Slaven Vlasic/Getty Images

On Tuesday night, Fox News’s Bill O’Reilly revealed that he might be cool with hanging drug traffickers.

Seriously. Here is the exchange, from a segment posted by Media Matters about the release of 6,000 federal drug offenders:

Bill O’Reilly: I’ll remind you, in Singapore they have no [drug] problem. Why? They hang them. They hang them.

Jessica Tarlov: Okay, but we’re obviously not suggesting that as the answer to—

Bill O’Reilly: I don’t know. I mean, look, Singapore at one time had the most pernicious opium problem you could possibly have, it destroyed their entire society. So they said, you know what, we’re not going to have this anymore. And that’s what they did. Bingo, no drug problem.

It’s the “I don’t know” that really sets this apart. O’Reilly had a chance to clarify that he doesn’t want the US to hang drug offenders.
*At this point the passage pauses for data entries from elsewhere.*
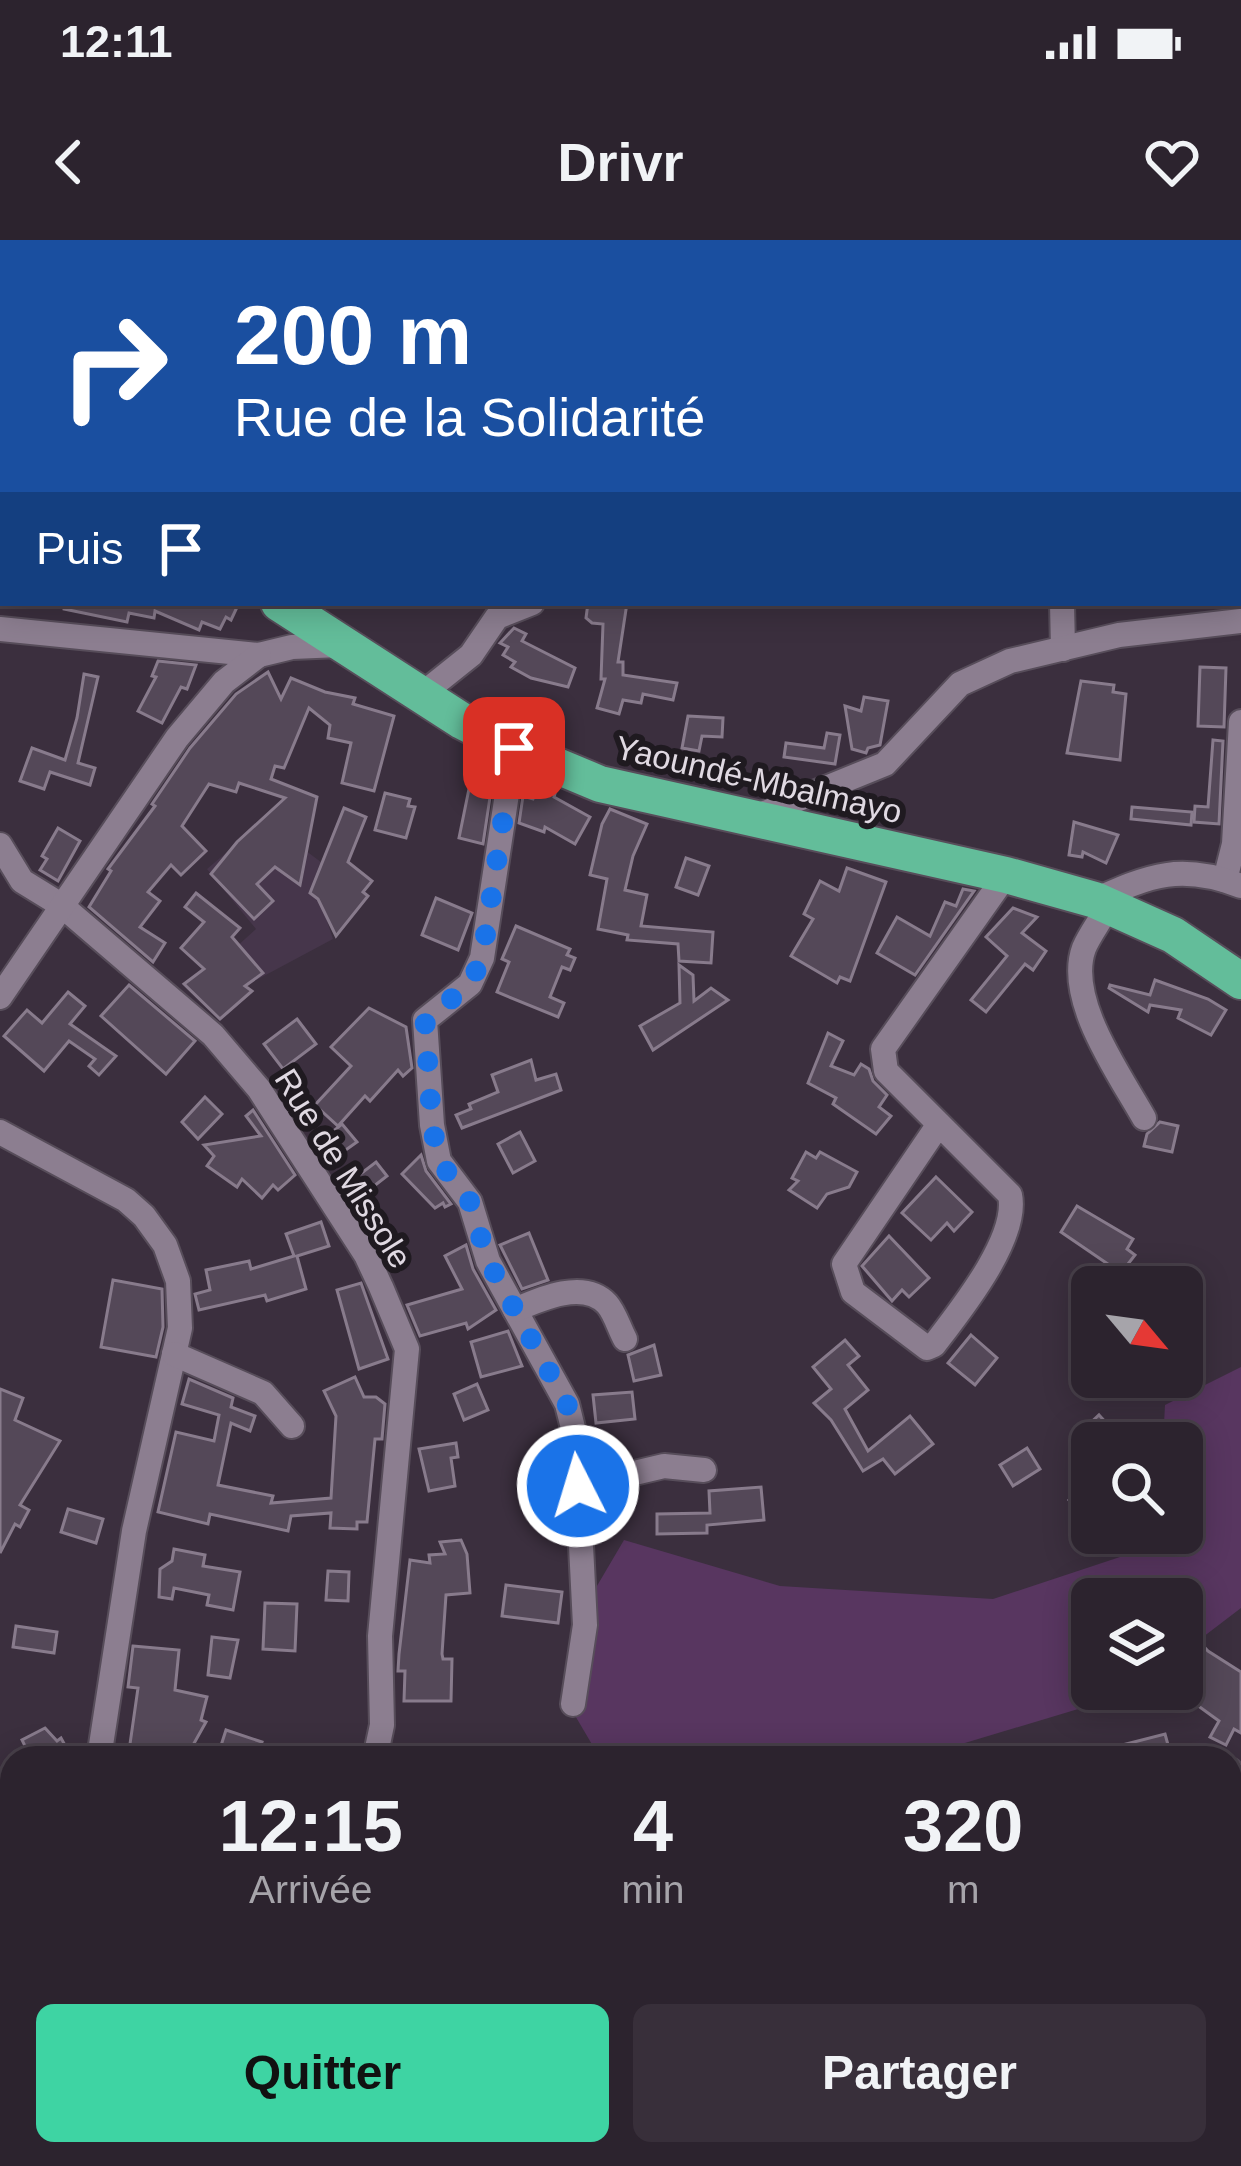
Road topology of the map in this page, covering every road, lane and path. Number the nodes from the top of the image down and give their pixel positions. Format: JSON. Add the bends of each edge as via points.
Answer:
{"nodes":[{"id":1,"x":283,"y":606,"type":"edge"},
{"id":2,"x":524,"y":606,"type":"edge"},
{"id":3,"x":1062,"y":606,"type":"edge"},
{"id":4,"x":1234,"y":616,"type":"edge"},
{"id":5,"x":0,"y":629,"type":"edge"},
{"id":6,"x":340,"y":645,"type":"junction"},
{"id":7,"x":1064,"y":650,"type":"junction"},
{"id":8,"x":259,"y":655,"type":"junction"},
{"id":9,"x":421,"y":695,"type":"junction"},
{"id":10,"x":1241,"y":722,"type":"edge"},
{"id":11,"x":514,"y":748,"type":"junction"},
{"id":12,"x":748,"y":820,"type":"junction"},
{"id":13,"x":0,"y":844,"type":"edge"},
{"id":14,"x":1006,"y":874,"type":"junction"},
{"id":15,"x":11,"y":882,"type":"edge"},
{"id":16,"x":1233,"y":883,"type":"edge"},
{"id":17,"x":1102,"y":903,"type":"junction"},
{"id":18,"x":61,"y":905,"type":"junction"},
{"id":19,"x":1241,"y":981,"type":"edge"},
{"id":20,"x":0,"y":997,"type":"edge"},
{"id":21,"x":1144,"y":1118,"type":"dead end"},
{"id":22,"x":940,"y":1124,"type":"junction"},
{"id":23,"x":0,"y":1132,"type":"edge"},
{"id":24,"x":514,"y":1310,"type":"junction"},
{"id":25,"x":625,"y":1339,"type":"dead end"},
{"id":26,"x":174,"y":1354,"type":"junction"},
{"id":27,"x":292,"y":1426,"type":"dead end"},
{"id":28,"x":583,"y":1468,"type":"junction"},
{"id":29,"x":704,"y":1470,"type":"dead end"},
{"id":30,"x":573,"y":1704,"type":"dead end"},
{"id":31,"x":101,"y":1746,"type":"edge"},
{"id":32,"x":378,"y":1746,"type":"edge"}],
"edges":[{"from":1,"to":6,"type":"highway","name":"Yaoundé-Mbalmayo"},
{"from":2,"to":9,"type":"street","via":[[496,617],[471,656]]},
{"from":3,"to":7,"type":"street"},
{"from":4,"to":7,"type":"street"},
{"from":5,"to":8,"type":"street"},
{"from":6,"to":8,"type":"street"},
{"from":6,"to":9,"type":"highway","name":"Yaoundé-Mbalmayo"},
{"from":7,"to":12,"type":"street","via":[[1010,661],[960,684],[885,764]]},
{"from":8,"to":18,"type":"street","via":[[177,738]]},
{"from":9,"to":11,"type":"highway","name":"Yaoundé-Mbalmayo"},
{"from":10,"to":16,"type":"street"},
{"from":11,"to":12,"type":"highway","name":"Yaoundé-Mbalmayo","via":[[600,784]]},
{"from":11,"to":24,"type":"street","via":[[482,958],[470,984],[425,1020],[439,1161],[470,1202]]},
{"from":12,"to":14,"type":"highway","name":"Yaoundé-Mbalmayo"},
{"from":13,"to":15,"type":"street"},
{"from":14,"to":17,"type":"highway","name":"Yaoundé-Mbalmayo"},
{"from":14,"to":22,"type":"street","via":[[883,1049],[886,1071]]},
{"from":15,"to":18,"type":"street","name":"Rue de Missole"},
{"from":16,"to":17,"type":"street","via":[[1155,874]]},
{"from":17,"to":19,"type":"highway","name":"Yaoundé-Mbalmayo","via":[[1173,934]]},
{"from":17,"to":21,"type":"street","via":[[1083,951],[1081,982],[1090,1018]]},
{"from":18,"to":20,"type":"street"},
{"from":18,"to":32,"type":"street","name":"Rue de Missole","via":[[213,1035],[259,1089],[366,1255],[406,1348]]},
{"from":22,"to":22,"type":"street","via":[[1010,1195],[1013,1210],[964,1305],[927,1348],[853,1292],[844,1264]]},
{"from":23,"to":26,"type":"street","via":[[144,1216],[178,1281]]},
{"from":24,"to":25,"type":"street","via":[[588,1293],[605,1301]]},
{"from":24,"to":28,"type":"street","via":[[567,1404]]},
{"from":26,"to":27,"type":"street","via":[[263,1393]]},
{"from":26,"to":31,"type":"street","via":[[134,1532]]},
{"from":28,"to":29,"type":"street","via":[[609,1479],[664,1466]]},
{"from":28,"to":30,"type":"street","via":[[585,1625]]}]}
Instead, he seemed unsure — even supportive — of the idea.

Beyond the civil rights implications of having the government execute nonviolent offenders, there’s no evidence that a tougher approach to drugs would work in the US.

Tough anti-drug policies have already failed

Over the past several decades, the US has been fighting an international war on drugs with the explicit goal of going after drug manufacturers and traffickers to eliminate the world’s supply of illegal drugs. The idea was that if you eliminate the supply, and bring up drug prices as a result, drugs will become inaccessible to would-be users and abusers. So the country imposed very stringent penalties for drug traffickers, which can sometimes add up to decades in prison.

Yet in all that time, the price of illicit drugs has plummeted — with the exception of marijuana, which was never very expensive. That suggests stringent anti-drug efforts aren’t working: If they worked at reducing the supply of drugs, we would expect to see an increase in drug prices — but we’ve actually seen the opposite.

Moreover, the death penalty doesn’t appear to reduce crime. A February 2015 review of the research by the Brennan Center for Justice found no evidence that the death penalty had an impact on crime in the 1990s and 2000s, and it concluded that the studies that suggested there was a deterrent effect were methodologically weak. And most criminologists said in a 2009 survey that the death penalty doesn’t deter murder.

So O’Reilly’s comment is not just morally questionable; it’s also not backed by the evidence we have on the death penalty and war on drugs.